Local realignment is not performed for long reads (PacBio, and other similar technologies). The realigner step can optionally be switched off using --norealign_reads.

There is also the option to output the realigned reads, e.g. to inspect the new alignments in IGV. This can be done by passing the following parameters: --make_examples_extra_args="emit_realigned_reads=true,realigner_diagnostics=/output/realigned_reads"

Note that this is meant for debugging and produces a bam file for every candidate variant, which can result in millions of tiny bam files, so when using this, narrow down the DeepVariant run using --regions to just the variants you want to inspect more closely.

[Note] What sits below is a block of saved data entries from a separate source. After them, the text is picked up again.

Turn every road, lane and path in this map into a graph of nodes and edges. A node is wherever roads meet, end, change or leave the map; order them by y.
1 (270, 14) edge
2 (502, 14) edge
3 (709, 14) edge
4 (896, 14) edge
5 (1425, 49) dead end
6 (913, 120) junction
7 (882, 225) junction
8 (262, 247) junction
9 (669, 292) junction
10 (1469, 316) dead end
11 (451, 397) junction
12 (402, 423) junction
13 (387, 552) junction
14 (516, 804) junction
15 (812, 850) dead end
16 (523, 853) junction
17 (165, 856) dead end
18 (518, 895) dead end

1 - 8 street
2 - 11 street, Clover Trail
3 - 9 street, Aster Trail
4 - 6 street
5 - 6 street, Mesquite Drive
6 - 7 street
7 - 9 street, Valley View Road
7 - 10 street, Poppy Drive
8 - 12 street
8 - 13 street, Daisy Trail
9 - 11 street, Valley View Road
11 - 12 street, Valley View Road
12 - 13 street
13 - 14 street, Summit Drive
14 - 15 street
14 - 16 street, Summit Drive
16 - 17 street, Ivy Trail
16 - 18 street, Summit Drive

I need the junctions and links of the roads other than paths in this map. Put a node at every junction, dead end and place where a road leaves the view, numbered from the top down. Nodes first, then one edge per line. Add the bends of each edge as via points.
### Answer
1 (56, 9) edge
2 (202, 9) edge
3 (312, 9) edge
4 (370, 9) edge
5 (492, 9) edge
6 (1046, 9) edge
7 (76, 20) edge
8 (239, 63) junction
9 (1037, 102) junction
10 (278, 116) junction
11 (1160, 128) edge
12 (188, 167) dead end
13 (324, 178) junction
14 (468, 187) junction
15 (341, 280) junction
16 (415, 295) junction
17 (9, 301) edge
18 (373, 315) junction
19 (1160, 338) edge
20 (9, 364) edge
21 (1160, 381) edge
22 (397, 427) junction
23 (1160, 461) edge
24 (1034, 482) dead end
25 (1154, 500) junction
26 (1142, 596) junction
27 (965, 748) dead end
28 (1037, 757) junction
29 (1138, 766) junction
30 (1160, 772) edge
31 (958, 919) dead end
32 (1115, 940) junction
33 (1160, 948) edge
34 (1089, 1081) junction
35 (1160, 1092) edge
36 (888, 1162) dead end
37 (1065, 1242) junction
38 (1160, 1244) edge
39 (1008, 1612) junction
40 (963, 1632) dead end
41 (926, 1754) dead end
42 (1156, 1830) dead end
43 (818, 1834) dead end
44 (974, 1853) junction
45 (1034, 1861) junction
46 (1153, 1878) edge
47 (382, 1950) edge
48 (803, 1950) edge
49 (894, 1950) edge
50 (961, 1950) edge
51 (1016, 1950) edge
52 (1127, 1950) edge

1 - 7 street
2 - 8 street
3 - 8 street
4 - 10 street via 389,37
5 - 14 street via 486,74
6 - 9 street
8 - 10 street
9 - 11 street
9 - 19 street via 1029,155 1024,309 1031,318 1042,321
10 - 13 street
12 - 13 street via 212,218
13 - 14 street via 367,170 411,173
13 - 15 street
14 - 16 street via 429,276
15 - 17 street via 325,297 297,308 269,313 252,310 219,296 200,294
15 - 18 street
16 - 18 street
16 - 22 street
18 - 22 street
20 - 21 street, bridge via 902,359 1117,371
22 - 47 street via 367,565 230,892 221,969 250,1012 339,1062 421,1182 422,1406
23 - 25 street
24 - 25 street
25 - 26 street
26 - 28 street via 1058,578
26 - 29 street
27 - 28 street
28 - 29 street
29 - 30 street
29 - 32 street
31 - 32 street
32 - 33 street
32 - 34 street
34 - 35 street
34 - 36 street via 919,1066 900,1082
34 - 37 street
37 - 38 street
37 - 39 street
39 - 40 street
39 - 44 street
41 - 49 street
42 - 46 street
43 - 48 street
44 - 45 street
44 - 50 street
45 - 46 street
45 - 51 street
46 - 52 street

How are AD and DP values calculated?

In order to efficiently perform variant calling, DeepVariant partitions the genome into chunks (set by --partition_size), and will read in a max number of reads into each partition (set by --max_reads_per_partition). By default, --partition_size is set to 1000 and --max_reads_per_partition is set to 1500. The AD and DP values are based on the read depths constrained by --max_reads_per_partition.

For example, if you have a depth of 2000x at a given site, DeepVariant will subsample 1500 reads, and DP or AD will be capped at 1500. If you want to calculate the true AD and DP values at high-depth regions, you can set --max_reads_per_partition=0 to calculate AD and DP using all reads. In practice, capping reads per partition reduces runtimes with little/no impact on accuracy.